Tips of her barrels still wafting tendrils of smoke Ms. Cotton watched the beast drop to it’s knees and fall flat on the stone floor, a thick black blood pooling around it’s corpse. In a single fluid motion she slung both pistols back and over her thumbs and let them drop simultaneously into the holsters she’d concealed beneath the thick wool. She turned on her heels and started off for the door with quick and certain steps, stopping when she was square with me.
In a moment that felt like it happened without there being time to react but seemed to drag on for a near eternity she shot up on her tip-toes and kissed my cheek, her sharp jutted nose bobbing my eye socket as she did so before dropping back to her heels, “Hey, Surfman.” I managed to turn and look at her, “You sure you know how to use that thing?” She nodded in the direction of my Winchester and as I looked down at the rifle in my hands she slipped out the door and the father of the small family began a slow exit, his bloodshot eye peering through the sliver of light between the door and frame.
***
The bodies of the six surfman were laid to rest in the Ocean View Presbyterian Church tonight, the night of October 27, 1891. The names John Johnson and Francis Mullen were managed by the shipping company as crewman on board, though there was no was of knowing which parts belonged to which man so effectively they were all unmarked graves.

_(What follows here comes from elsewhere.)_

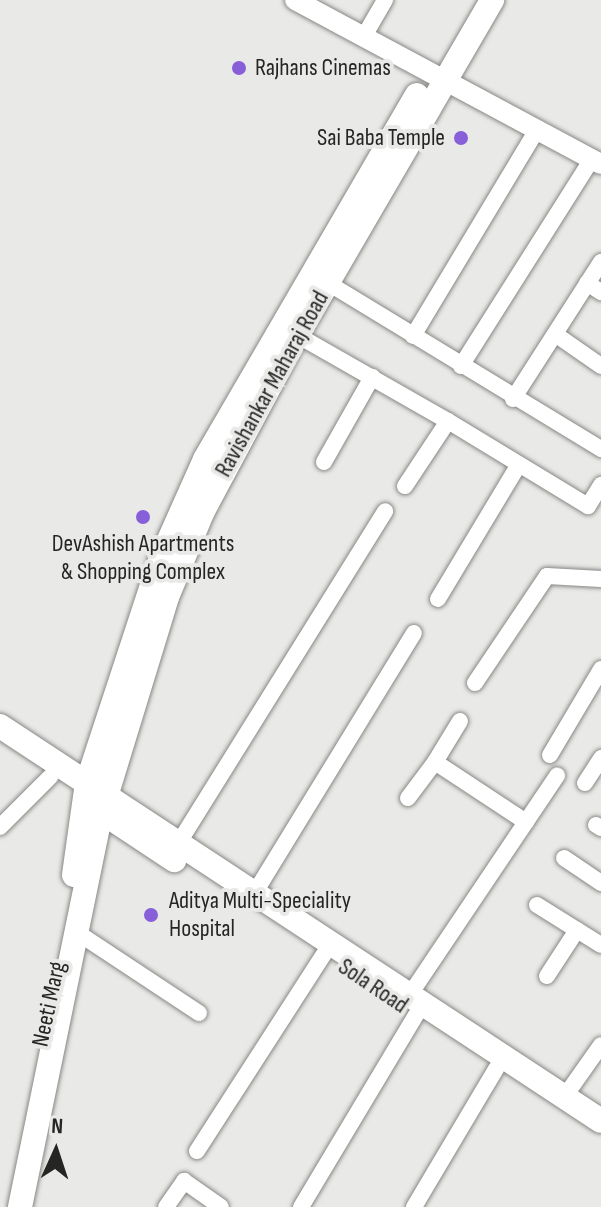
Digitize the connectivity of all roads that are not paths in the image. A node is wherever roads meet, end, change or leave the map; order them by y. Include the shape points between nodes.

A seventh hole was dug and filled with the remains of the beast, though concrete was filled in on this particular plot as per request of the reverend. The six surfman from Station Indian River were present to pay our respects along with or Keeper, Washington Vickers, a team of analysts from D.C. here to check to hull of the Red Wing and the Chief of police, his Deputy, a few local mourners and, somewhat to my surprise, Mr. Stuart Cotton.
As they tossed the first handful of dirt onto the grave that was filled with concrete I mad my way around the thin crowd to where the farmer stood in his Sunday best and extended my hand in greeting. “Mr. Cotton? My name is Francis Haley.”
We shook hands and the big man grunted his greetings before looking back off toward the seven holes in the lush earth, “Some shit, isn’t it?”
I nodded in silence, seeking the proper wording, “Your daughter mentioned what happened, then?”
He turned slow and his eyes bore the unmistakable coldness of confusion as he searched my gaze. Eventually he shifted his stance and made to start off back toward his wagon, “I don’t have a daughter, Surfman Haley.”
I stood in the still fall air and watched the farmer walking off toward his land to the north with the ceremonies concluding behind me and the sound of shovels piling dirt into the earth on top of the sailors from the schooner Red Wing and the beast that rattled my fall. I turned back to the men and caught the quiet blue eye of Washington Vickers twinkling in the sunlight and he winked before grabbing a spade of his own, piling dirt on the past.